**What you will do:**
Figure out the number of lines in the data that hold the string "road". Reply with that figure only.

+ + + + +

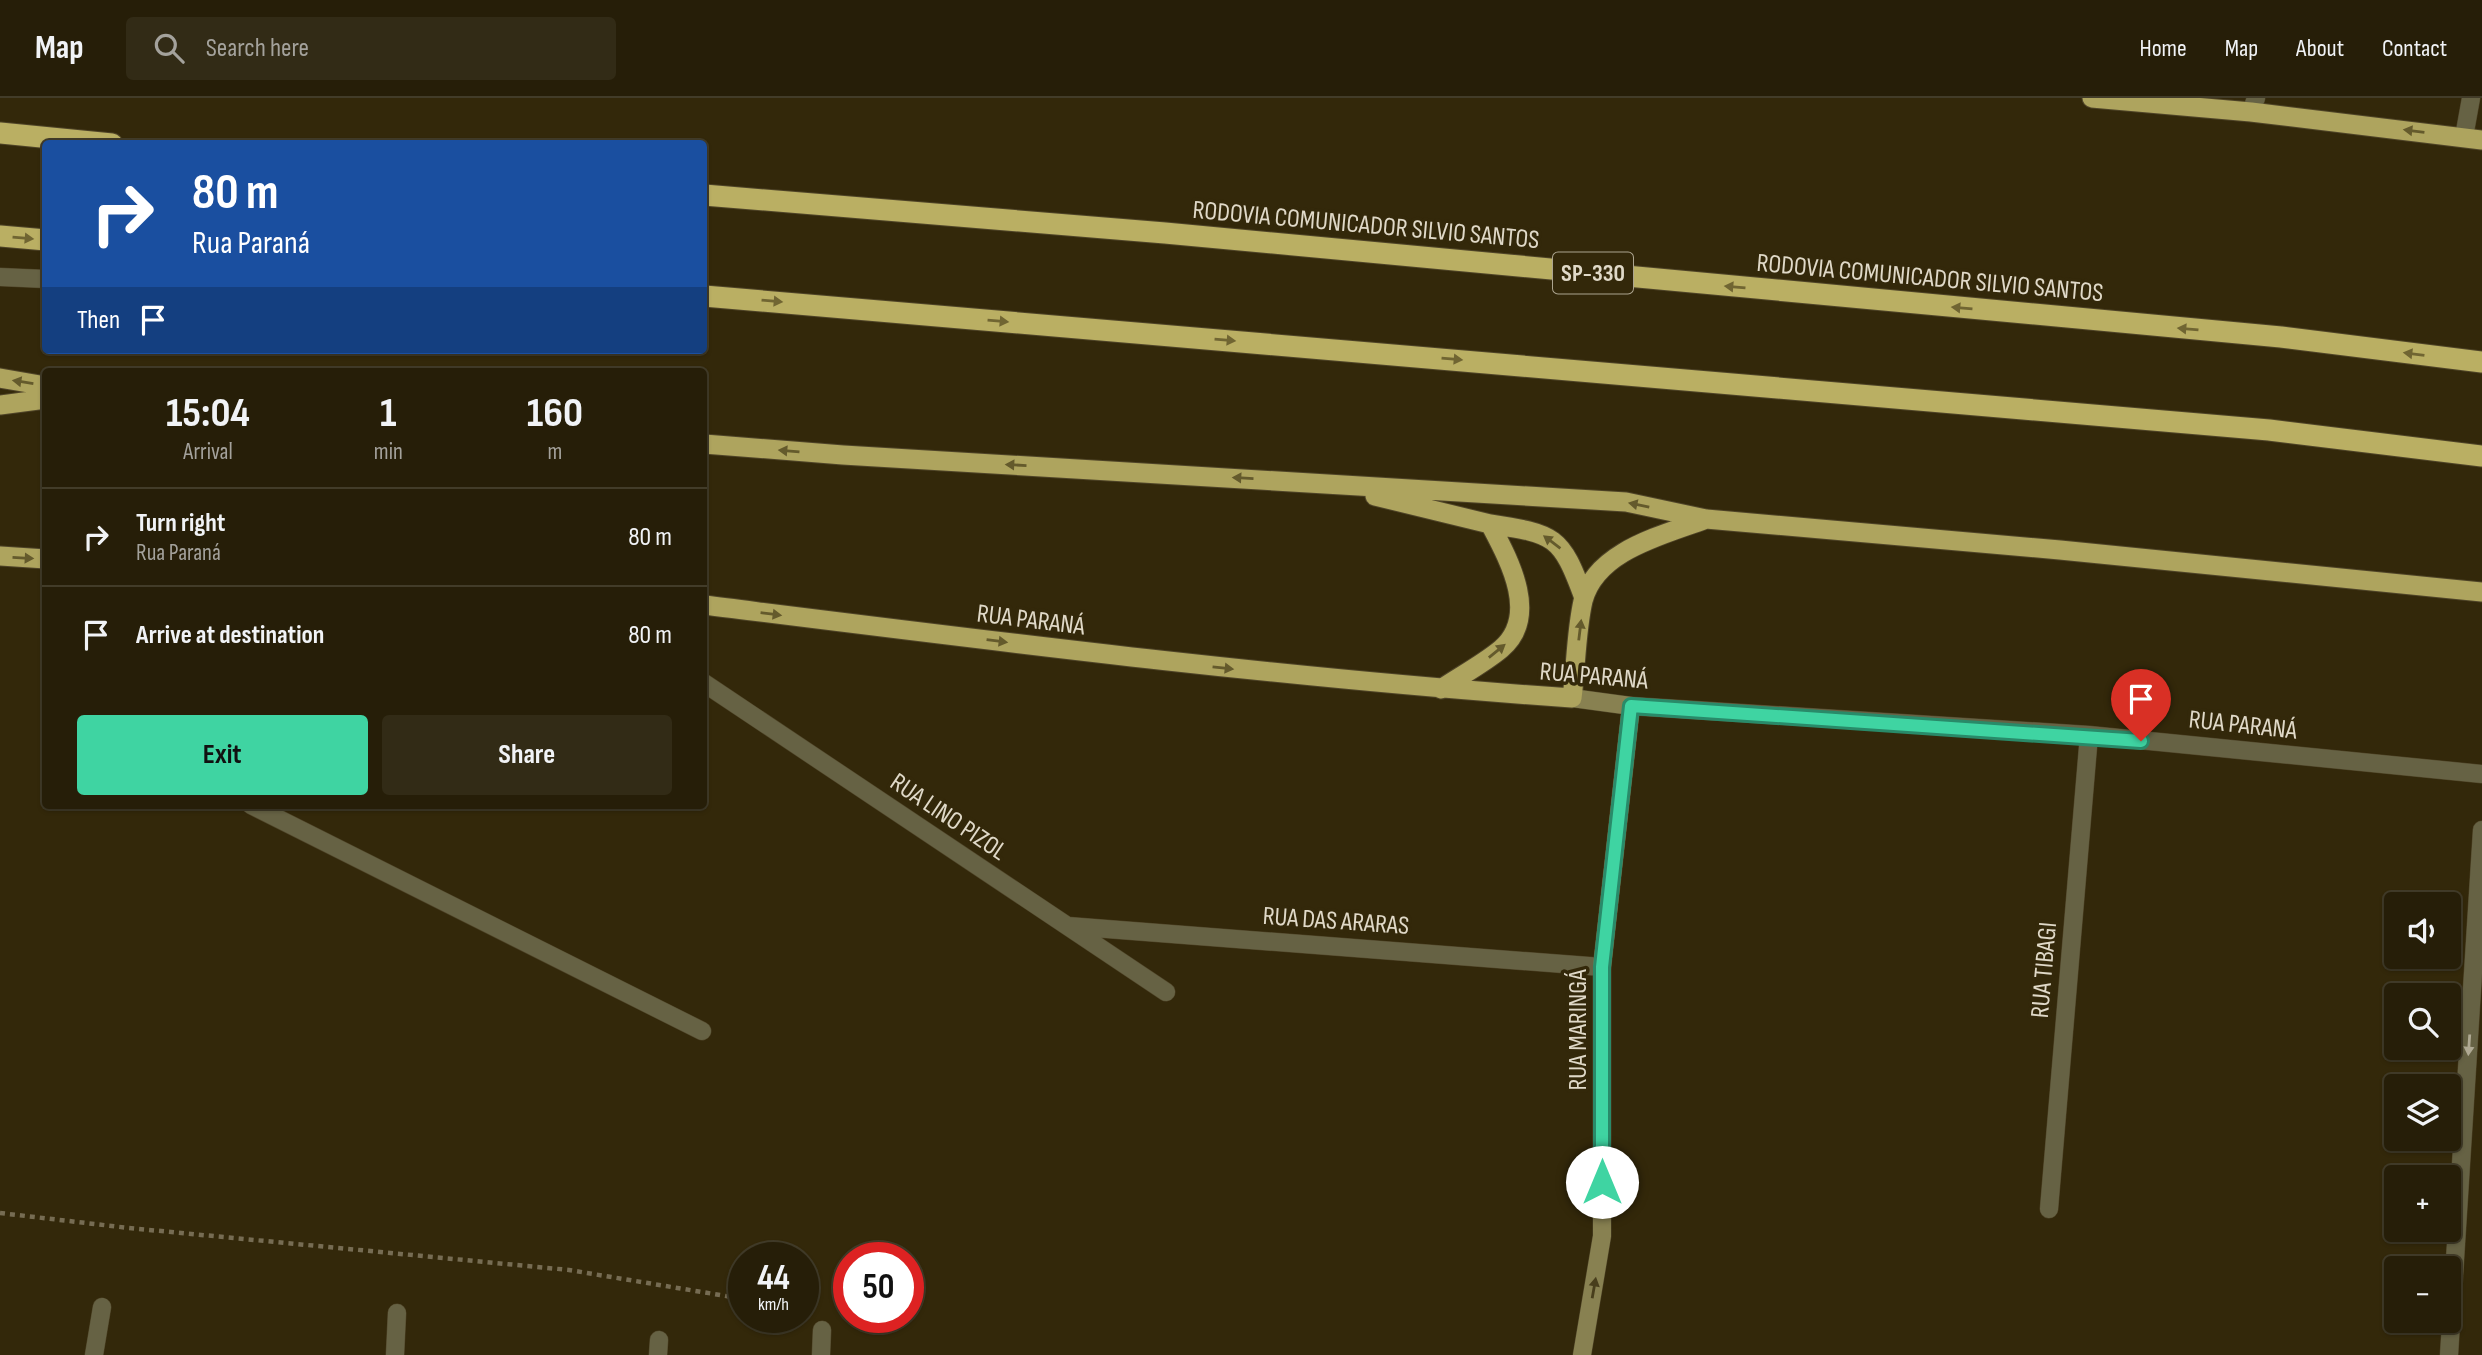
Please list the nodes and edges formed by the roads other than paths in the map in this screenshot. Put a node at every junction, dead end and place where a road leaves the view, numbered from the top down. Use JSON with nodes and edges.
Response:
{"nodes":[{"id":1,"x":2092,"y":98,"type":"edge"},
{"id":2,"x":2471,"y":98,"type":"edge"},
{"id":3,"x":2253,"y":105,"type":"edge"},
{"id":4,"x":0,"y":133,"type":"edge"},
{"id":5,"x":2473,"y":138,"type":"edge"},
{"id":6,"x":71,"y":140,"type":"edge"},
{"id":7,"x":707,"y":195,"type":"edge"},
{"id":8,"x":0,"y":236,"type":"edge"},
{"id":9,"x":42,"y":240,"type":"edge"},
{"id":10,"x":0,"y":277,"type":"edge"},
{"id":11,"x":42,"y":279,"type":"edge"},
{"id":12,"x":707,"y":296,"type":"edge"},
{"id":13,"x":2482,"y":362,"type":"edge"},
{"id":14,"x":0,"y":378,"type":"edge"},
{"id":15,"x":42,"y":385,"type":"edge"},
{"id":16,"x":42,"y":400,"type":"edge"},
{"id":17,"x":0,"y":405,"type":"edge"},
{"id":18,"x":707,"y":444,"type":"edge"},
{"id":19,"x":2482,"y":456,"type":"edge"},
{"id":20,"x":1311,"y":482,"type":"junction"},
{"id":21,"x":1706,"y":519,"type":"junction"},
{"id":22,"x":1489,"y":524,"type":"junction"},
{"id":23,"x":0,"y":556,"type":"edge"},
{"id":24,"x":42,"y":559,"type":"edge"},
{"id":25,"x":2482,"y":592,"type":"edge"},
{"id":26,"x":1584,"y":598,"type":"junction"},
{"id":27,"x":707,"y":606,"type":"edge"},
{"id":28,"x":707,"y":685,"type":"edge"},
{"id":29,"x":1441,"y":689,"type":"junction"},
{"id":30,"x":1572,"y":698,"type":"junction"},
{"id":31,"x":1631,"y":706,"type":"junction"},
{"id":32,"x":2089,"y":736,"type":"junction"},
{"id":33,"x":2482,"y":774,"type":"edge"},
{"id":34,"x":278,"y":811,"type":"edge"},
{"id":35,"x":2482,"y":830,"type":"edge"},
{"id":36,"x":1066,"y":926,"type":"junction"},
{"id":37,"x":1602,"y":967,"type":"junction"},
{"id":38,"x":1166,"y":992,"type":"dead end"},
{"id":39,"x":702,"y":1031,"type":"dead end"},
{"id":40,"x":2049,"y":1209,"type":"dead end"},
{"id":41,"x":102,"y":1307,"type":"dead end"},
{"id":42,"x":397,"y":1313,"type":"dead end"},
{"id":43,"x":822,"y":1330,"type":"dead end"},
{"id":44,"x":94,"y":1355,"type":"edge"},
{"id":45,"x":395,"y":1355,"type":"edge"},
{"id":46,"x":821,"y":1355,"type":"edge"},
{"id":47,"x":1582,"y":1355,"type":"edge"},
{"id":48,"x":2449,"y":1355,"type":"edge"}],
"edges":[{"from":1,"to":3,"type":"highway"},
{"from":2,"to":5,"type":"street"},
{"from":5,"to":3,"type":"highway","one_way":true},
{"from":4,"to":6,"type":"highway"},
{"from":13,"to":7,"type":"highway","name":"RODOVIA COMUNICADOR SILVIO SANTOS","number":"SP-330","one_way":true},
{"from":8,"to":9,"type":"highway","one_way":true},
{"from":10,"to":11,"type":"street"},
{"from":12,"to":19,"type":"highway","one_way":true},
{"from":15,"to":14,"type":"highway","one_way":true},
{"from":16,"to":17,"type":"highway"},
{"from":20,"to":18,"type":"highway","one_way":true},
{"from":21,"to":20,"type":"highway","one_way":true},
{"from":20,"to":22,"type":"highway"},
{"from":21,"to":25,"type":"highway"},
{"from":21,"to":26,"type":"highway"},
{"from":26,"to":22,"type":"highway","one_way":true},
{"from":29,"to":22,"type":"highway","one_way":true},
{"from":23,"to":24,"type":"highway","one_way":true},
{"from":30,"to":26,"type":"highway","one_way":true},
{"from":27,"to":29,"type":"highway","name":"RUA PARANÁ","one_way":true},
{"from":28,"to":36,"type":"street","name":"RUA LINO PIZOL"},
{"from":29,"to":30,"type":"highway","name":"RUA PARANÁ"},
{"from":30,"to":31,"type":"main road","name":"RUA PARANÁ"},
{"from":31,"to":32,"type":"street","name":"RUA PARANÁ"},
{"from":31,"to":37,"type":"main road","name":"RUA MARINGÁ"},
{"from":32,"to":33,"type":"street","name":"RUA PARANÁ"},
{"from":32,"to":40,"type":"street","name":"RUA TIBAGI"},
{"from":34,"to":39,"type":"street"},
{"from":35,"to":48,"type":"street","one_way":true},
{"from":36,"to":37,"type":"street","name":"RUA DAS ARARAS"},
{"from":36,"to":38,"type":"street","name":"RUA LINO PIZOL"},
{"from":47,"to":37,"type":"main road","name":"RUA MARINGÁ","one_way":true},
{"from":41,"to":44,"type":"street"},
{"from":42,"to":45,"type":"street"},
{"from":43,"to":46,"type":"street"}]}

+ + + + +

**Your response:**
4